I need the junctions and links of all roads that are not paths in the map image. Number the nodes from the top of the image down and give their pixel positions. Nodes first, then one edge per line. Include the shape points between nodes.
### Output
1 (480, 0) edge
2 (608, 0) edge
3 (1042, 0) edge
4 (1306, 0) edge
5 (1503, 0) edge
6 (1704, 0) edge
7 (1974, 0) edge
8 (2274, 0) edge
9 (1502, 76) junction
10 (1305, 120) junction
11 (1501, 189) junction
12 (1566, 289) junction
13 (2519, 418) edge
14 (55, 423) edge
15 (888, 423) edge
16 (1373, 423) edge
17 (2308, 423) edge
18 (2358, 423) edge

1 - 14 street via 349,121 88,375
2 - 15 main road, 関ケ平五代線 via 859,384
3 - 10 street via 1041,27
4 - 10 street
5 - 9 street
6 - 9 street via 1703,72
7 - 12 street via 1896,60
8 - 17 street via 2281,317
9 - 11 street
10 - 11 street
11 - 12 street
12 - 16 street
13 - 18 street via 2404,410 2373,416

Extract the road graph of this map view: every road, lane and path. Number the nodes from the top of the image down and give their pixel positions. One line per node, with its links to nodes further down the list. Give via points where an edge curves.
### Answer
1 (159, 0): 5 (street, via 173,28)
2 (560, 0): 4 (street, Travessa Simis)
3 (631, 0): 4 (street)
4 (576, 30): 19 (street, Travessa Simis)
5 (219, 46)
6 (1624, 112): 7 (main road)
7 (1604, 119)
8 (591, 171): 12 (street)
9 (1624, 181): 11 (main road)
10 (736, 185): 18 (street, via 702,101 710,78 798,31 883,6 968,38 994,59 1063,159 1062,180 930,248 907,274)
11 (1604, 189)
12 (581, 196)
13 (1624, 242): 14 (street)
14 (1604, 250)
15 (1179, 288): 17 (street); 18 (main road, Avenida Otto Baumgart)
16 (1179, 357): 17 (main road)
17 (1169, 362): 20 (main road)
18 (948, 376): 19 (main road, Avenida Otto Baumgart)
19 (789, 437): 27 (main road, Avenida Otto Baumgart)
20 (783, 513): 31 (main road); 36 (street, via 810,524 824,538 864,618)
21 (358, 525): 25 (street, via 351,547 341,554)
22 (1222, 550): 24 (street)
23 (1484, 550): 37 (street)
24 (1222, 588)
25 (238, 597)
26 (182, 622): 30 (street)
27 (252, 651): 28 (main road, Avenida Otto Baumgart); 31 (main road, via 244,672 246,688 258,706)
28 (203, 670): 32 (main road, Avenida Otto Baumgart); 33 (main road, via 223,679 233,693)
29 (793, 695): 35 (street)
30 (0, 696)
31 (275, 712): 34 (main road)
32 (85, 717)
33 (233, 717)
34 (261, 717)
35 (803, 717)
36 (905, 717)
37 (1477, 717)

# Activity
Go over the records above line by line and count those holding the word "nodes". Reply only with the number.

# Response to the task
2